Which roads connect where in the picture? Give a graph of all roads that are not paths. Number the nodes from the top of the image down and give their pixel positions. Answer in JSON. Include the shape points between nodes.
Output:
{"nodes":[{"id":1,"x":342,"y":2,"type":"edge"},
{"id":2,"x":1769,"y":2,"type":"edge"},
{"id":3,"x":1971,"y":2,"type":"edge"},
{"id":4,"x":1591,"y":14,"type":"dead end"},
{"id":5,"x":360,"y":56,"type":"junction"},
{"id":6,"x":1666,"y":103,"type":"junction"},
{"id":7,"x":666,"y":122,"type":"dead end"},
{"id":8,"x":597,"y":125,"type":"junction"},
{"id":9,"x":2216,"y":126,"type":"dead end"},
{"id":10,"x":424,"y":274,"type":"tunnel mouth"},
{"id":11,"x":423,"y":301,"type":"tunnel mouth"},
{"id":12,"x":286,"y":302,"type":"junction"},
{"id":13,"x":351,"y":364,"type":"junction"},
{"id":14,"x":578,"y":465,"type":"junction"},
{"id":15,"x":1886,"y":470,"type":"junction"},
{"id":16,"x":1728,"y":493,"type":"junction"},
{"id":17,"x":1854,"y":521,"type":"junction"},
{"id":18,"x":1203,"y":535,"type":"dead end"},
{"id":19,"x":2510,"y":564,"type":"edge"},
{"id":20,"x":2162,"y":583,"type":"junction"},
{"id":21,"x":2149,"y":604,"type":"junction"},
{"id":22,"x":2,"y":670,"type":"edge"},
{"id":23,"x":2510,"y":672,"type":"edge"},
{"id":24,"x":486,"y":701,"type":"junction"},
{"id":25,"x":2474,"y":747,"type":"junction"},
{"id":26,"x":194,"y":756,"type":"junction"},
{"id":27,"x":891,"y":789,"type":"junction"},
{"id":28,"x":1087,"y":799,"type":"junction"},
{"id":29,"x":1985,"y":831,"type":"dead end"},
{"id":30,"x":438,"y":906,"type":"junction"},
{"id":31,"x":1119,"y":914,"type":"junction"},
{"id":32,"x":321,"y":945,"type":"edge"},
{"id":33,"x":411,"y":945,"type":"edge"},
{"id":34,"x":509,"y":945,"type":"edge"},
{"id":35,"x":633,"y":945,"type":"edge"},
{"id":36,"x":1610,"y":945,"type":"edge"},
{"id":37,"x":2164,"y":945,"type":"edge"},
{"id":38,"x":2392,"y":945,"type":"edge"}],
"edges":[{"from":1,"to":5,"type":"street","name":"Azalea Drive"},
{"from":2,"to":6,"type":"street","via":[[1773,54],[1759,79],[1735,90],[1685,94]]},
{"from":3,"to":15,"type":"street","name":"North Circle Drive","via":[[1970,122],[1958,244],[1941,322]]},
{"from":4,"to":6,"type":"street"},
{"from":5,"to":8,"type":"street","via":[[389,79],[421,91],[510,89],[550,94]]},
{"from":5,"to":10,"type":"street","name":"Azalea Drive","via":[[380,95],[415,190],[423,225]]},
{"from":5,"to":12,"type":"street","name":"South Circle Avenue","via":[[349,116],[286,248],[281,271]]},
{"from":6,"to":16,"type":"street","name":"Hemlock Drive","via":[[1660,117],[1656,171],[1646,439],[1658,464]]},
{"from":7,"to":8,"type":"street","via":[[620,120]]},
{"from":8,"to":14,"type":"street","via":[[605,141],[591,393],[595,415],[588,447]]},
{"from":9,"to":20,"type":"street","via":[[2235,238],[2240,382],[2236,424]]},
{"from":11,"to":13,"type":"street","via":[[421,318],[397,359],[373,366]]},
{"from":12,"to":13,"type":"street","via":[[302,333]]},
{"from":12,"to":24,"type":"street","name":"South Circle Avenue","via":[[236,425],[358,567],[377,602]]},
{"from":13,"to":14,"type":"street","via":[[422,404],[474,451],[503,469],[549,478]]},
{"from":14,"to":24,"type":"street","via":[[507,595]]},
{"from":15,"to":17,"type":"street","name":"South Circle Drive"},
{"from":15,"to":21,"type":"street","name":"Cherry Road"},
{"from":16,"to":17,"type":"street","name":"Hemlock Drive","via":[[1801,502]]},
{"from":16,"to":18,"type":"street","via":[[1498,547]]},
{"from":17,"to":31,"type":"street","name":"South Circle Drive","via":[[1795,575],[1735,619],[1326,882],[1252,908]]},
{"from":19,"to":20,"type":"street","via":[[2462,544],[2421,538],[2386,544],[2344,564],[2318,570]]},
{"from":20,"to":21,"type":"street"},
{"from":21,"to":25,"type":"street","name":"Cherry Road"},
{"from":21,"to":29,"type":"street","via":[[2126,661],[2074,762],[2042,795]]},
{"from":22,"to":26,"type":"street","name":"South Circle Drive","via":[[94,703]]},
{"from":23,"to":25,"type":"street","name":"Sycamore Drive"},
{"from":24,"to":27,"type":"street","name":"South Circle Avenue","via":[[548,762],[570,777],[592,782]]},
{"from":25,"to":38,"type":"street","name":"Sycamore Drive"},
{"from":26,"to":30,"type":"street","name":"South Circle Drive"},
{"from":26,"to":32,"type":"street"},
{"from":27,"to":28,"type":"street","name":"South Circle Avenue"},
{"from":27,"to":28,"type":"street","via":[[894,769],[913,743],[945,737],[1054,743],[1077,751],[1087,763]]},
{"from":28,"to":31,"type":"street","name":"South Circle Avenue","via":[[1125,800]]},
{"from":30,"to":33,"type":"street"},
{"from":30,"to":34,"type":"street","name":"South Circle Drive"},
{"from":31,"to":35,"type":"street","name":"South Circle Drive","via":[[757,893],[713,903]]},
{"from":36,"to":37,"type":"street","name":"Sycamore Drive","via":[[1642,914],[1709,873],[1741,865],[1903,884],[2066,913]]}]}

YOUR ASSIGNMENT: If a line in the records above holds the string "Circle", copy it.

ANSWER TO THIS PROBLEM:
{"from":3,"to":15,"type":"street","name":"North Circle Drive","via":[[1970,122],[1958,244],[1941,322]]},
{"from":5,"to":12,"type":"street","name":"South Circle Avenue","via":[[349,116],[286,248],[281,271]]},
{"from":12,"to":24,"type":"street","name":"South Circle Avenue","via":[[236,425],[358,567],[377,602]]},
{"from":15,"to":17,"type":"street","name":"South Circle Drive"},
{"from":17,"to":31,"type":"street","name":"South Circle Drive","via":[[1795,575],[1735,619],[1326,882],[1252,908]]},
{"from":22,"to":26,"type":"street","name":"South Circle Drive","via":[[94,703]]},
{"from":24,"to":27,"type":"street","name":"South Circle Avenue","via":[[548,762],[570,777],[592,782]]},
{"from":26,"to":30,"type":"street","name":"South Circle Drive"},
{"from":27,"to":28,"type":"street","name":"South Circle Avenue"},
{"from":28,"to":31,"type":"street","name":"South Circle Avenue","via":[[1125,800]]},
{"from":30,"to":34,"type":"street","name":"South Circle Drive"},
{"from":31,"to":35,"type":"street","name":"South Circle Drive","via":[[757,893],[713,903]]},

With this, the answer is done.